Beim Schimpansen sind es 399, beim Orang-Utan sind es 434, und beim Menschen sind es etwa 1.390 Kubikzentimeter im Schnitt – bezogen auf das Körpergewicht, haben Primaten die größten Gehirne aller landlebenden Säugetiere. Mit der Frage, wieso sich das Hirn im Laufe der Evolution dramatisch vergrößert hat, beschäftigen sich Anthropologen seit Jahrzehnten. Populär ist die social brain- Hypothese: Das Leben in komplexen Sozialverbänden habe es erfordert, dass das Gehirn wuchs und immer komplexer wurde. Jetzt wollen Forscher der New York University diese Hypothese entkräften. Die Größe des Gehirns, sagen sie, hängt mit der Art der Ernährung zusammen.

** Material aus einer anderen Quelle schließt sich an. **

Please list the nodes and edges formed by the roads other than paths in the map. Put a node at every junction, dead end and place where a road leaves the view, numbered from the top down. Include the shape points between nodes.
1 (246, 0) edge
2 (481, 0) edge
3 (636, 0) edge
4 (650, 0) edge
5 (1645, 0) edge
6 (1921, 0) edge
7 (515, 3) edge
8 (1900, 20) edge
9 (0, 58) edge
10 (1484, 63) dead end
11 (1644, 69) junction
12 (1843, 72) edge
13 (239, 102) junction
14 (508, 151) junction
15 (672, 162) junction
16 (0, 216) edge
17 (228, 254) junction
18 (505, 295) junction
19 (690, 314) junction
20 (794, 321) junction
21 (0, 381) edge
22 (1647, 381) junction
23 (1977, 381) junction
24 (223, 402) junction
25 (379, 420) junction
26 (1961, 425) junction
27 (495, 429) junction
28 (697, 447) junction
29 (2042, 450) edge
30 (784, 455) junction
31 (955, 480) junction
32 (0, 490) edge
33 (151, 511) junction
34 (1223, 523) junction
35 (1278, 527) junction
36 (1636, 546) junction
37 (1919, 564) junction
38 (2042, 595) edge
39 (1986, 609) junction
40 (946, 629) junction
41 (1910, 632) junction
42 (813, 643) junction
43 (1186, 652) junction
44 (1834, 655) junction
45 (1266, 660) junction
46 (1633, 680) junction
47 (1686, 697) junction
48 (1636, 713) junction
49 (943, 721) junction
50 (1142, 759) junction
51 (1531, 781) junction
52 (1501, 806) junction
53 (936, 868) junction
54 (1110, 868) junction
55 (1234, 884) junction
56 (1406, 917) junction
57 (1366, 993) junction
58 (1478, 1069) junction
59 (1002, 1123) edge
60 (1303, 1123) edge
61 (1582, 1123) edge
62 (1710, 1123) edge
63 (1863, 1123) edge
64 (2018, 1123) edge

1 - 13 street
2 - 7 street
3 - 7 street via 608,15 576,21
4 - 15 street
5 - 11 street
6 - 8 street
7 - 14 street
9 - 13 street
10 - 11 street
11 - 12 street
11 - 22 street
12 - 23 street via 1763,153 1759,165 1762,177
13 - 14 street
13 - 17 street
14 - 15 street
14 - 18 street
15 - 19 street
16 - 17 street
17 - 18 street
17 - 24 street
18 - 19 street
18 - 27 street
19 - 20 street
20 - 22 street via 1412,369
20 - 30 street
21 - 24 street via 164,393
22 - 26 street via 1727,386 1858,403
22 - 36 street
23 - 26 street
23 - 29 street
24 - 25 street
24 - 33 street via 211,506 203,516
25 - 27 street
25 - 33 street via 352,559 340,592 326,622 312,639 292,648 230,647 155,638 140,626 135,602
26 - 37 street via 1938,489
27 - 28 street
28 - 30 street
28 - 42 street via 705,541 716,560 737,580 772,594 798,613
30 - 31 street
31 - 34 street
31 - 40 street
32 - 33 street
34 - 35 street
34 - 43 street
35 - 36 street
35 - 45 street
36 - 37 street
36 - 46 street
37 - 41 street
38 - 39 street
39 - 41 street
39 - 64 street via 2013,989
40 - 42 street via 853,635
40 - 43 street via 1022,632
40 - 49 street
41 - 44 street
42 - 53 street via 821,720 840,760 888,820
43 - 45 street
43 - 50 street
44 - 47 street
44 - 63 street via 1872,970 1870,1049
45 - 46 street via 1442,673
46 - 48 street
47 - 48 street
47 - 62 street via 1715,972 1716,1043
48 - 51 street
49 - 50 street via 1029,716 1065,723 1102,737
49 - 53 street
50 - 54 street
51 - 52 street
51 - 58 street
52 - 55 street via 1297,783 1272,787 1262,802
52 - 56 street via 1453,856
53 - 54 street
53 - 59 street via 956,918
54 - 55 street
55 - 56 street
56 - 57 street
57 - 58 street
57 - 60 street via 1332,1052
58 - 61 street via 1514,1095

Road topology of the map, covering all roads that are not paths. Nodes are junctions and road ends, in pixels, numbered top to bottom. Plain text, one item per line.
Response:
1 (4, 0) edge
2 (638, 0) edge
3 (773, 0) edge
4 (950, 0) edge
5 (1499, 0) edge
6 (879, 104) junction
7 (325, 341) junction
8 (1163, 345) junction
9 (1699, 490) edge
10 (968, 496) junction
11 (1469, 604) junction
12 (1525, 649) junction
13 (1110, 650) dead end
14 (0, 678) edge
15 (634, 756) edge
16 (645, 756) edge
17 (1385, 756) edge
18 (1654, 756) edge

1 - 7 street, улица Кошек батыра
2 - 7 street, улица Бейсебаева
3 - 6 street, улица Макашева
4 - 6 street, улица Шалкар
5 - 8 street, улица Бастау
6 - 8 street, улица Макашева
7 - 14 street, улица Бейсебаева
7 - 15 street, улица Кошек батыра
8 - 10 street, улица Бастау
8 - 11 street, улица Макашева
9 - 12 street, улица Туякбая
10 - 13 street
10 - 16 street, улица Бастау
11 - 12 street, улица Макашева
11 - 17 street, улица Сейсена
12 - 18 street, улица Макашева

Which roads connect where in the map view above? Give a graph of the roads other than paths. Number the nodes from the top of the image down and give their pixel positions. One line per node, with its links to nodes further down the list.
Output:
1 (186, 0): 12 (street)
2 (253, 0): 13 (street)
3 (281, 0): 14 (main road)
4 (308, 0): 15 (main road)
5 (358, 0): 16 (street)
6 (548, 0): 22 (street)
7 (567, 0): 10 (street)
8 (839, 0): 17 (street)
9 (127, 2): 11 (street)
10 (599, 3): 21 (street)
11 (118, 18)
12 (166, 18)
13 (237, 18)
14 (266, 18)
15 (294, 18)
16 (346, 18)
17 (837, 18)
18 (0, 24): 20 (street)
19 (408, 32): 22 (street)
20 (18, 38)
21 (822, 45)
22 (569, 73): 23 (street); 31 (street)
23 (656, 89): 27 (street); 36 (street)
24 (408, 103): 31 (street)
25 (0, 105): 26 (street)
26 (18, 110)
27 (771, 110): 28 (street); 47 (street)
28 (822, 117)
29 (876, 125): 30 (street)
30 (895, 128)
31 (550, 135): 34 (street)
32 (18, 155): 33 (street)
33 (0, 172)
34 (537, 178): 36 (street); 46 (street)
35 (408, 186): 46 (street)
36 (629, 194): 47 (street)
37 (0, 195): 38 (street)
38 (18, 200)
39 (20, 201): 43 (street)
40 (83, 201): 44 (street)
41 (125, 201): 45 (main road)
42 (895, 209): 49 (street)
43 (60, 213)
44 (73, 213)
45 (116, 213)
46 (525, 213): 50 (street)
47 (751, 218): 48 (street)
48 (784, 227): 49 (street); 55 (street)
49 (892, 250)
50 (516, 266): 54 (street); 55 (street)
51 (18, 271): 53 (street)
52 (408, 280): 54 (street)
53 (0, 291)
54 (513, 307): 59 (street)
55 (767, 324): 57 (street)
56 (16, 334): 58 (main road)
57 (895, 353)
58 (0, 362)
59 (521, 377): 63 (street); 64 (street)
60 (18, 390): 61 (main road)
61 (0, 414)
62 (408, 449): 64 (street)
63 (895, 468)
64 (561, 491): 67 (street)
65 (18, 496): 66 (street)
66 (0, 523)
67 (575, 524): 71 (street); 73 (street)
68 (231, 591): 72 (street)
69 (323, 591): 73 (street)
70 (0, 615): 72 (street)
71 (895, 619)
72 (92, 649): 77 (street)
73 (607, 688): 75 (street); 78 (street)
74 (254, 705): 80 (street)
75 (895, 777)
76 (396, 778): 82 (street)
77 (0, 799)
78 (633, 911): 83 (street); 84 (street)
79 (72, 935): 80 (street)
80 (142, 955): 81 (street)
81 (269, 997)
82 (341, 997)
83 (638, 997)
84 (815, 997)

Die social brain-Hypothese besagt, dass Primaten, die in Sozialverbänden leben und auf gemeinsames Planen und Handeln angewiesen sind, mehr nachdenken müssen. Die wachsende Hirnleistung habe dann im Zuge der Evolution die Vergrößerung des Hirns vorangetrieben. Es gelang der Forschung allerdings nie, die Verhaltensweisen und komplexen Beziehungen zwischen Gruppenmitgliedern quantitativ zu erfassen und mit der Gehirngröße in Beziehung zu setzen. Die New Yorker Anthropologen suchten nach anderen Erklärungen. Dazu verglichen sie die Daten von mehr als 140 Primatenarten. Sie definierten die Hirn- und Körpergröße als feste Variablen und setzten diese in Relation zur Gruppengröße, dem Sozialsystem sowie dem Paarungs- und Nahrungsverhalten der Primaten. Für die Studie verwendeten sie Befunde von eintausend verschiedenen Stammbäumen und kamen zu einem überraschenden Ergebnis: Nicht die Größe der Gruppe oder das soziale System hängen mit der Gehirngröße zusammen. Sondern die Essgewohnheiten.

Primaten, die ausschließlich oder teilweise Früchte fressen, haben ein deutlich größeres Hirn als jene, die sich nur von Blättern ernähren. Ihre Ergebnisse veröffentlichten die Forscher im Fachblatt Nature Ecology and Evolution.

Für diese Entwicklung gibt es nach der Auffassung der Forscher gute Gründe: Wer sich von Früchten ernährt, muss nach Nahrung suchen und sich im Wald gut auskennen, er muss aktiver sein und ist stärker auf seine kognitiven Fähigkeiten angewiesen. Fruchtfresser müssen räumliche Informationen speichern und abrufen können. "Früchte gibt es nicht überall und zu jeder Zeit, und sie müssen oft an schwer zugänglichen Stellen gepflückt oder von schützenden Schalen befreit werden", sagt die an der Studie beteiligte Primatologin Alexandra DeCasien.

Außerdem brauchen Fruchtfresser die kognitive Fähigkeit zur "gefilterten Futtersuche" – also zum gezielten Blick nach Futter wie reifen Früchten und Samen. Und: Wer sich von Früchten ernährt, kann sich einen höheren Energieumsatz leisten. Das ist wiederum für die Hirnentwicklung des Nachwuchses während der Schwangerschaft und Stillzeit unentbehrlich: Die Mutter kann dank ihrer nährstoffreichen Ernährung dem Nachwuchs für seine Hirnentwicklung viel Energie zur Verfügung stellen.

Blattfressende Primaten haben dagegen wenig Energie an die Nachkommen abzugeben. Einerseits weil das Blattwerk einen geringen Nährwert hat und andererseits, weil es mit einem höheren Aufwand verdaut werden muss. Dafür kommen die Blattfresser eben auch mit einer geringeren Hirnkapazität zurecht. Anders herum gesagt: Nur wer schwer erreichbare Nahrung frisst, muss auch viel im Kopf haben.